Investors will get 3 additional shares of GME for every stonk they own at the close on July 18th. The company will begin trading on a stock adjusted basis on July 22nd. 

For anyone that's spent any amount of time on WallStreetBets in the past few months, presumably consuming u/mywifesboyfriend69's latest deep dive on a cutting edge high-tech firm out of the Midwest awaiting imminent patent approval, this shouldn't come as much of a surprise. The crayon eaters have been looking forward to this moment since March when GameStop and its Chairman and Savior, Ryan Cohen, announced their intentions. Last month the investors that made Gabe Plotkin wish he had never left the nest/stopped suckling Steve Cohen's teet voted to increase the number of outstanding shares.

Pretty much every company with a Delaware LLC and retail investor fan base has played this hand. Tesla, Amazon, and Google all recently declared stock splits... and reaffirmed the old adage "stock only go up... after split." Despite the move having literally no impact on the value of the company or the stock (friendly reminder: every share will be worth 1/4 of the current price) GameStonk mooned. Shares jumped 8% on the news. 

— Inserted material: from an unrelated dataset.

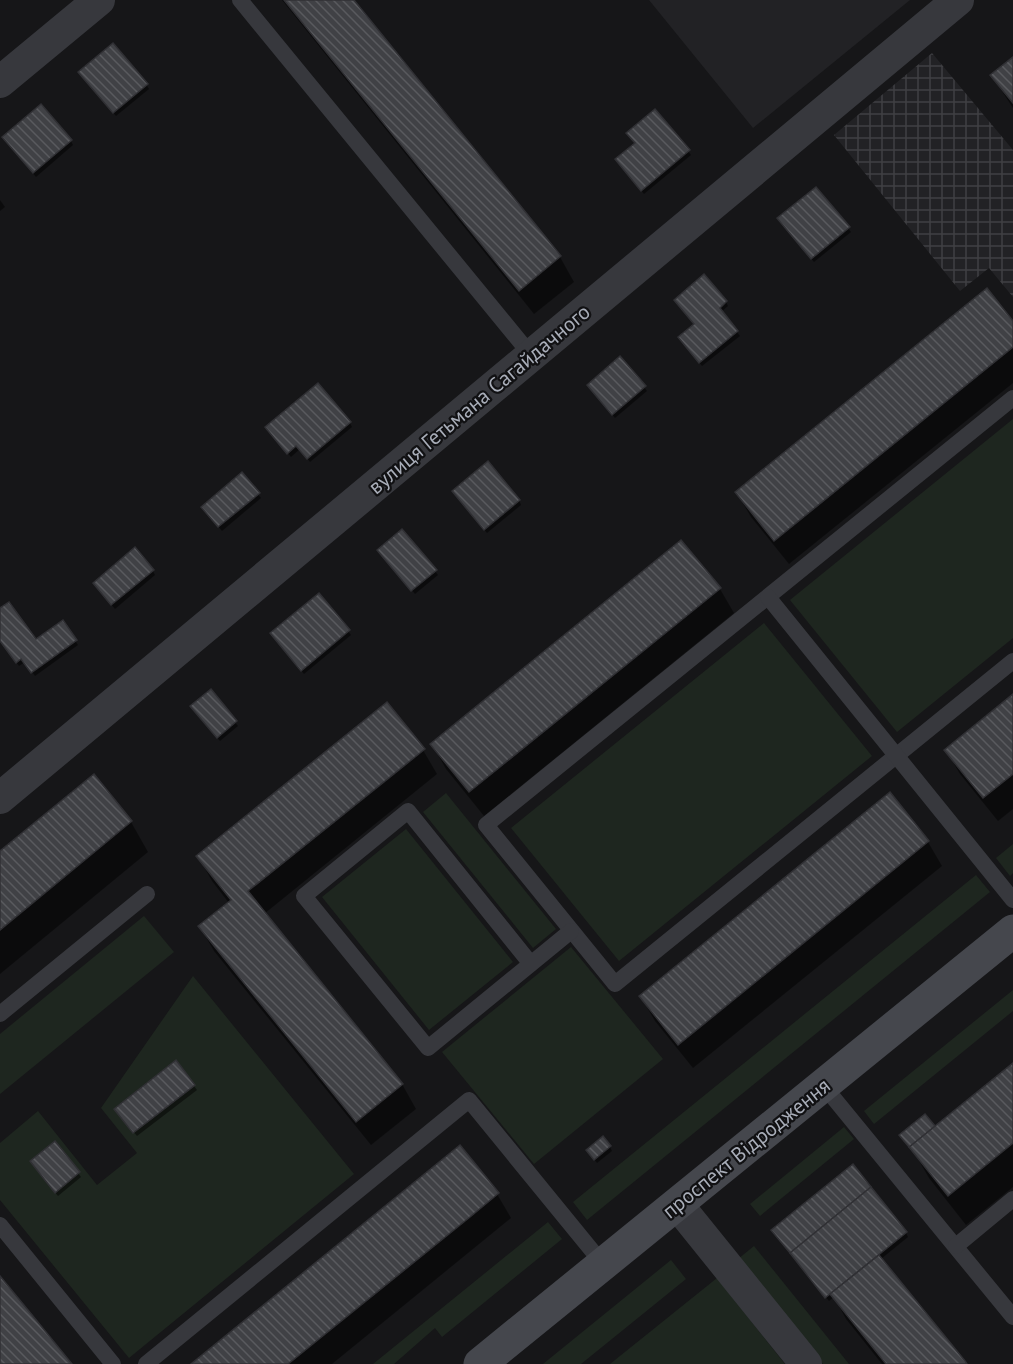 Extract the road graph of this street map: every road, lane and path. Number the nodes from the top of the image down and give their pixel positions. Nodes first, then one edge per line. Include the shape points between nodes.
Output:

If nothing else, the get rich quick scheme should distract GameStop investors from management's piss poor showing in the aftermath of meme stock mania. Despite being anointed the Messiah after buying up a sizeable stake in GameStop in 2021 and shaking up leadership, Chairman Ryan Cohen, the founder of Chewy, has met most expectations at best. The only thing he's done more than tweet is fail to deliver on promises to turn GameStop into an e-comm force that would put blood in Amazon's stool. Thus far his only contribution has been launching a crypto wallet no one uses an NFT marketplace without so much as a Bored Ape knockoff.

Shares are down 15.5% on the year... which is better than most stocks. But without any concrete plans to, you know, actually do anything (besides be the beneficiary of the nearby Auntie Anne's Pretzels' foot traffic), investors might start eyeing a real company with the kinda management team they'll write textbooks about: AMC.